- **Task objective**: Find and copy each line of the listing below that has the word "Μιαούλη" in it.

- **Given records**:
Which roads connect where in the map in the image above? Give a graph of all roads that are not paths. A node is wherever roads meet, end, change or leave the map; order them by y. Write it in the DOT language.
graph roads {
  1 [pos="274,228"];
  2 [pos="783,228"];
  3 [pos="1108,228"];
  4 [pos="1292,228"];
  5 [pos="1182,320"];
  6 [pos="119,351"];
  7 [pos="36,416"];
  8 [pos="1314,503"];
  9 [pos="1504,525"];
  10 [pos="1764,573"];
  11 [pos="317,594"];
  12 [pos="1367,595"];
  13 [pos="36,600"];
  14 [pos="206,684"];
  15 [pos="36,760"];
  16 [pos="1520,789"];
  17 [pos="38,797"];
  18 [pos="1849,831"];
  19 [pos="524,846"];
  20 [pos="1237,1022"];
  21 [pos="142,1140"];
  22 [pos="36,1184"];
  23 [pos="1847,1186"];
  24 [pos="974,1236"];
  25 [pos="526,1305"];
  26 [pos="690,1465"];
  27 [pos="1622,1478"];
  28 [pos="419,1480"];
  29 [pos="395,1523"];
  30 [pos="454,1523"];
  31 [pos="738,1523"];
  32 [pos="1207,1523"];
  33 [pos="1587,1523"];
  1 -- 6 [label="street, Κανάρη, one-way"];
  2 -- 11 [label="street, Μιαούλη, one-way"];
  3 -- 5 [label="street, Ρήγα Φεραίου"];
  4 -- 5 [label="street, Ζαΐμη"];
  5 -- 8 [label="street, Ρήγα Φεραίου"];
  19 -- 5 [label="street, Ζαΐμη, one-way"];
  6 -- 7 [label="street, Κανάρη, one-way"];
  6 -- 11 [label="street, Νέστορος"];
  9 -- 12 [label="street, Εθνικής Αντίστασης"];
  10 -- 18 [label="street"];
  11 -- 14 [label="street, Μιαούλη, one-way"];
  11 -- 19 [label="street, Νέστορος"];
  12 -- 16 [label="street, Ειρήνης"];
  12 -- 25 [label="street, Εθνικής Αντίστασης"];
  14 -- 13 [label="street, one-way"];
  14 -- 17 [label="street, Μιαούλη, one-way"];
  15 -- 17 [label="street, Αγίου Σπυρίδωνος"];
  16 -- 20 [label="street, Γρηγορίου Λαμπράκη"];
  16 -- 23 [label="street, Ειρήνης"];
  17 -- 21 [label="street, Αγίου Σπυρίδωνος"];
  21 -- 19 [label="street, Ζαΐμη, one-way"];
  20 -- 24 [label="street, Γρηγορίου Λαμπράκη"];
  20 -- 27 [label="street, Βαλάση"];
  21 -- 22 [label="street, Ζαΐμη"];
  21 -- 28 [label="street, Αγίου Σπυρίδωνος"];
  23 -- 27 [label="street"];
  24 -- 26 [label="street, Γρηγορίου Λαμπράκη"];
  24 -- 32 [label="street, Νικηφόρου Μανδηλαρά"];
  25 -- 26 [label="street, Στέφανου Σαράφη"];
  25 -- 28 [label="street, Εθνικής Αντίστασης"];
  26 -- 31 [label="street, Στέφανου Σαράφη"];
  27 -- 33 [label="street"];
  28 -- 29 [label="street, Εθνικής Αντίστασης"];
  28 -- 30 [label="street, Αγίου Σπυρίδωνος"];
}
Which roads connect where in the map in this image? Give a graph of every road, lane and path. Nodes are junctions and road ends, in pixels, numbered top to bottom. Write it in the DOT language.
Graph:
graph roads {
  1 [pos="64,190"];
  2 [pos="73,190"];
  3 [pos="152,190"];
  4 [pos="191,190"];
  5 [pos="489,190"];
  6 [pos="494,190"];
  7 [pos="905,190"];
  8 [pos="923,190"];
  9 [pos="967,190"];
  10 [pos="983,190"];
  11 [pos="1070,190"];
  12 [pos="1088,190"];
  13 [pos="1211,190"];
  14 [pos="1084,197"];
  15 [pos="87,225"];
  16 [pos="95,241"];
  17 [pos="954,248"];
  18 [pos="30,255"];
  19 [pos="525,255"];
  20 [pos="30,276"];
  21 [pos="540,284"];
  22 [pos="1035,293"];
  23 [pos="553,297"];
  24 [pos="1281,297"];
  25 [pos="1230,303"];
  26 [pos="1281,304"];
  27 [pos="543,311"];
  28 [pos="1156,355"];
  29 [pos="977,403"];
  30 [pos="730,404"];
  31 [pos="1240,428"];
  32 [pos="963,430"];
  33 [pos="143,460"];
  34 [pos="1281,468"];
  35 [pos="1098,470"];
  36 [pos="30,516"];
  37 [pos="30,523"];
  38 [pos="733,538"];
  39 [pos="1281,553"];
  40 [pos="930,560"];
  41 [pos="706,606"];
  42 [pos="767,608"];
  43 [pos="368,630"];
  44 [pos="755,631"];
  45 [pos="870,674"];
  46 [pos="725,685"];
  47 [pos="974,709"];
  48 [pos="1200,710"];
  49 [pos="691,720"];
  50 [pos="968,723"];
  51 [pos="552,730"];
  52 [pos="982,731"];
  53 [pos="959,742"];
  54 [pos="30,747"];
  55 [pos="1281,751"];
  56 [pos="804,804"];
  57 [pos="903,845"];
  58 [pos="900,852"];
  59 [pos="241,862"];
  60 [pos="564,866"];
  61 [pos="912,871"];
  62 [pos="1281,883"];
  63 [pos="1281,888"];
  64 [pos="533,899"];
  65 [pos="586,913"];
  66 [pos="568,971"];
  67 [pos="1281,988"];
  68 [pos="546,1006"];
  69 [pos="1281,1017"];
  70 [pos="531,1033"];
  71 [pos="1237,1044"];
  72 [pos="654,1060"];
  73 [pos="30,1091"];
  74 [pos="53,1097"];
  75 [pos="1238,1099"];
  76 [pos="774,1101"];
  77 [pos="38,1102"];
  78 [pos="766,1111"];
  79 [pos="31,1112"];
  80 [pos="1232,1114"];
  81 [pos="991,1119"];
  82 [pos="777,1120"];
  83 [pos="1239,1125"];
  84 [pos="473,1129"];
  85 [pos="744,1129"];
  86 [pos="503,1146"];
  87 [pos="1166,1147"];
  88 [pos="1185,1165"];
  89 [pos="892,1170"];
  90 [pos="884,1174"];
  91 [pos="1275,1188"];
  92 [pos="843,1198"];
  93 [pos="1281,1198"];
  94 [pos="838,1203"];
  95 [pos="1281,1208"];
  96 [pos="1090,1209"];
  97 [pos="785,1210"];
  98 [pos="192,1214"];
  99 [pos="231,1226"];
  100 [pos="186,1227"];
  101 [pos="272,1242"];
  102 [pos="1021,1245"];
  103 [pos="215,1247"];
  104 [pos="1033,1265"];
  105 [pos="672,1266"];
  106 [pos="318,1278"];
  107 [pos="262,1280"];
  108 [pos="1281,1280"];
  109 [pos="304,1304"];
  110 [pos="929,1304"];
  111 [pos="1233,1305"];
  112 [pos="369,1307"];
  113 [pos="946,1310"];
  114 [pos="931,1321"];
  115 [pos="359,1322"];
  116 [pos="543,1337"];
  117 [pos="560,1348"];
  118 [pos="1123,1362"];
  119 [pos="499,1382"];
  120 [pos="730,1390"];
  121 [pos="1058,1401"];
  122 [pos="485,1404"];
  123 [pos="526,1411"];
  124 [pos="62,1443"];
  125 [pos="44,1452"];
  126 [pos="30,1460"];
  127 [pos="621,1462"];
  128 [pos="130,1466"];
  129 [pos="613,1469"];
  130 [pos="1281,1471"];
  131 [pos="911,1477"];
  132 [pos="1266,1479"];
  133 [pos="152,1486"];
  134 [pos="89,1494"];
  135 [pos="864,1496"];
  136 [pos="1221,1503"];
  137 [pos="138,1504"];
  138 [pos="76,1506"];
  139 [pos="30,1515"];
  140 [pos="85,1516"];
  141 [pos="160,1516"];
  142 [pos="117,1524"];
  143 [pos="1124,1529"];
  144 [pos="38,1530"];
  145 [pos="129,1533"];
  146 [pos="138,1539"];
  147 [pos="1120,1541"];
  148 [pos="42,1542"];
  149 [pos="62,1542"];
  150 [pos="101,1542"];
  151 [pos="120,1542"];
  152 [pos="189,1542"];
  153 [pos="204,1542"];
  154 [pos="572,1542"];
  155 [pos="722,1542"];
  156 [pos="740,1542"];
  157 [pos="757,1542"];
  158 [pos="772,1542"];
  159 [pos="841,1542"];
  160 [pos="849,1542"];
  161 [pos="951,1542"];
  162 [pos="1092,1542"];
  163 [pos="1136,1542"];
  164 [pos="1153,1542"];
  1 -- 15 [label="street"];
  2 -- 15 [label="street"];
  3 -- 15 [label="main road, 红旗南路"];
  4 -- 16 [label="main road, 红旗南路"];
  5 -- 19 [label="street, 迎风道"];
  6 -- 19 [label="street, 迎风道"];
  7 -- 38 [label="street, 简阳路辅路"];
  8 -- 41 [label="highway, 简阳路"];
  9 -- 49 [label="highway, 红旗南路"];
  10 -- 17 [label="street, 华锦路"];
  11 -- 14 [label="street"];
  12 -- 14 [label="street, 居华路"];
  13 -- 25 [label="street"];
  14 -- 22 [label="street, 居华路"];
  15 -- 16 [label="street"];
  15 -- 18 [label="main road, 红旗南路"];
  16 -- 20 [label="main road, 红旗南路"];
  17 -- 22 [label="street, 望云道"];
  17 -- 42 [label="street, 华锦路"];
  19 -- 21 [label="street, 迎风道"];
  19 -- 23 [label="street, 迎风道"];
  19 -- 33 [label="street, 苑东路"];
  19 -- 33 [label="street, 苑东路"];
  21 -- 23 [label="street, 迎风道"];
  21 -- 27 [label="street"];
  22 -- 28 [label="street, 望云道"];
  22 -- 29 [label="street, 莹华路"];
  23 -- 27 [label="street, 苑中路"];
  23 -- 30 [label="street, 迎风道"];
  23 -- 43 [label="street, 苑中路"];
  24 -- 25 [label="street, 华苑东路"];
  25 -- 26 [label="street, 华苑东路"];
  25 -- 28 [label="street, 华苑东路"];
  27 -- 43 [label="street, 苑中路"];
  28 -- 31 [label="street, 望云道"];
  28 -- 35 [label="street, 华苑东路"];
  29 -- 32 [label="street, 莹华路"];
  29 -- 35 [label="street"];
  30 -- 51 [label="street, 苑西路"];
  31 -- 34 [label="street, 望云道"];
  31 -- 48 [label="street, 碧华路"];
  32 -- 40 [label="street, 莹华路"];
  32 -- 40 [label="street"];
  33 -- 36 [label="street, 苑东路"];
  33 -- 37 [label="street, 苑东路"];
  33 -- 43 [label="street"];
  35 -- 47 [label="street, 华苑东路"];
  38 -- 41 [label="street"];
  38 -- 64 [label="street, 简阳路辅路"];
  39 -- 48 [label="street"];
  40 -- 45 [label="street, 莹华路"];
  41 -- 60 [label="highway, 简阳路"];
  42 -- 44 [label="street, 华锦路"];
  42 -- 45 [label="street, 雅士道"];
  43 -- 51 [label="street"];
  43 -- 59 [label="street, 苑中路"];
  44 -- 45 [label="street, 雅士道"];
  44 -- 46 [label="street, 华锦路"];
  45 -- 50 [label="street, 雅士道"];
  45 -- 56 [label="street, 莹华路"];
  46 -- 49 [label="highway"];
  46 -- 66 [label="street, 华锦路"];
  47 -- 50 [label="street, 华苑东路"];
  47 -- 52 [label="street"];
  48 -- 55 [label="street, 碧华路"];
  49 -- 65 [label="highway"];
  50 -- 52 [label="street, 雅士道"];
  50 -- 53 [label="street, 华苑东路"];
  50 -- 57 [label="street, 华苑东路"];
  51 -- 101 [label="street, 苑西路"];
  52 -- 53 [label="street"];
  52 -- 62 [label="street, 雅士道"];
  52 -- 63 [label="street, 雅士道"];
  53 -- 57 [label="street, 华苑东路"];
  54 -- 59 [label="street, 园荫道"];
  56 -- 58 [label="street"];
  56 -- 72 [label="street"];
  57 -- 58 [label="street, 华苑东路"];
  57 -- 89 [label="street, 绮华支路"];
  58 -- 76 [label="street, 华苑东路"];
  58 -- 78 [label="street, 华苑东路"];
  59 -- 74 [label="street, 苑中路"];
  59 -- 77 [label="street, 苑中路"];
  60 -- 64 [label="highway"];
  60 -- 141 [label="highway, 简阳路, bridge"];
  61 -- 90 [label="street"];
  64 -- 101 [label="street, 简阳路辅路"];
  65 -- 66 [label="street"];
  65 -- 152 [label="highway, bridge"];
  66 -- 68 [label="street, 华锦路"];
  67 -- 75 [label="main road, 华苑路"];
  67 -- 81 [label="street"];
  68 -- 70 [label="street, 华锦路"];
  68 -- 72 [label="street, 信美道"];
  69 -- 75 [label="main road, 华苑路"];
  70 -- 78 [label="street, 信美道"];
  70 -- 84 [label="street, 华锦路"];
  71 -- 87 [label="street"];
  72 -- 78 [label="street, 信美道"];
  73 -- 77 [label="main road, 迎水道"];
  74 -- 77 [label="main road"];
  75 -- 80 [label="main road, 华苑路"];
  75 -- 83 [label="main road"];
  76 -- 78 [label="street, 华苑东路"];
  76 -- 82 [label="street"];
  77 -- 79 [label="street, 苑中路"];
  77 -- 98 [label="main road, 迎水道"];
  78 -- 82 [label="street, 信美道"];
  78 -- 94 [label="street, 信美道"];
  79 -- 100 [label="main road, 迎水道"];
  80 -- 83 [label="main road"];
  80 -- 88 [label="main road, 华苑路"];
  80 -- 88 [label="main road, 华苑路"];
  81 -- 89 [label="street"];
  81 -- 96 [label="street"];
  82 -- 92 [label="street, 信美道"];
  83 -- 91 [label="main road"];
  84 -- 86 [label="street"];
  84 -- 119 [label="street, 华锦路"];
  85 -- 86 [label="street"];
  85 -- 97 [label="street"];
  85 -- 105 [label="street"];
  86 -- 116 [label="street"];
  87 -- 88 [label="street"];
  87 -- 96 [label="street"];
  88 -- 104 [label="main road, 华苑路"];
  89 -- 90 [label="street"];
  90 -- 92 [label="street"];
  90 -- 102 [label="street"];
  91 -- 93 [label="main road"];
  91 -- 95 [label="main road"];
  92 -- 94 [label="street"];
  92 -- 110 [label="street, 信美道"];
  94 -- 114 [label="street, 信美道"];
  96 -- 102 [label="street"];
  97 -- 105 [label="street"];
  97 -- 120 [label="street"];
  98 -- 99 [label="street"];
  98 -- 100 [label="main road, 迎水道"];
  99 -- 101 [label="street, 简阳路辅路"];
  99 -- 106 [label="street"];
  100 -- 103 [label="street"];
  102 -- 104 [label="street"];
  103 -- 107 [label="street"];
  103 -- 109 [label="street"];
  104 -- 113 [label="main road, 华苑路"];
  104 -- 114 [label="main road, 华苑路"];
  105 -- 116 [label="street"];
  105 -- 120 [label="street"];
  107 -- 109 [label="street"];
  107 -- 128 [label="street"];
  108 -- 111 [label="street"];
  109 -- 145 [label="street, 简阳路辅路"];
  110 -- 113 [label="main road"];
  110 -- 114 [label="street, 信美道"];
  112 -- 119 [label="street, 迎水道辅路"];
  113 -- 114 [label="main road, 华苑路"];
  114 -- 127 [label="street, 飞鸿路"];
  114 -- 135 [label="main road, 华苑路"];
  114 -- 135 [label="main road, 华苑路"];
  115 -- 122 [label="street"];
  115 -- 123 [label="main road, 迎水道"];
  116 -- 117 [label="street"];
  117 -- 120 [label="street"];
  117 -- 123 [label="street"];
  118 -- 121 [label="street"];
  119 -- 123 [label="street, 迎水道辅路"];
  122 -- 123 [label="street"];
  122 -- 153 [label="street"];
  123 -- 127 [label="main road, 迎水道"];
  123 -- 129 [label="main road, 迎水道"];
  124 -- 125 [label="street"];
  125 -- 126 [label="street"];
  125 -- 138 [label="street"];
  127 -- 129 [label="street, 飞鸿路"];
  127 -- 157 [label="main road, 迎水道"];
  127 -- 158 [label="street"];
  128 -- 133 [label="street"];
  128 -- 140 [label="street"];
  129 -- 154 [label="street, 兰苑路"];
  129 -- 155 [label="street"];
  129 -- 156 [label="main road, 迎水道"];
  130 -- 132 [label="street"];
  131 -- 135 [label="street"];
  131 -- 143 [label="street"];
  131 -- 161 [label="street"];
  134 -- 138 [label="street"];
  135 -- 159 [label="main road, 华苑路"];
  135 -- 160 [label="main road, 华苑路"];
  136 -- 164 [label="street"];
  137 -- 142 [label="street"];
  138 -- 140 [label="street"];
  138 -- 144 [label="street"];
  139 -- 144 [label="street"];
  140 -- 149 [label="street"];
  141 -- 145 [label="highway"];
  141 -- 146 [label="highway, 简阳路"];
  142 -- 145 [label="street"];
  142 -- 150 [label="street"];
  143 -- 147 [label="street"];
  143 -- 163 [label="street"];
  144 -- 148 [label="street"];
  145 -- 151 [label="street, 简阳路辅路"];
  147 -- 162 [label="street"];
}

- **Solution to the exercise**:
  2 -- 11 [label="street, Μιαούλη, one-way"];
  11 -- 14 [label="street, Μιαούλη, one-way"];
  14 -- 17 [label="street, Μιαούλη, one-way"];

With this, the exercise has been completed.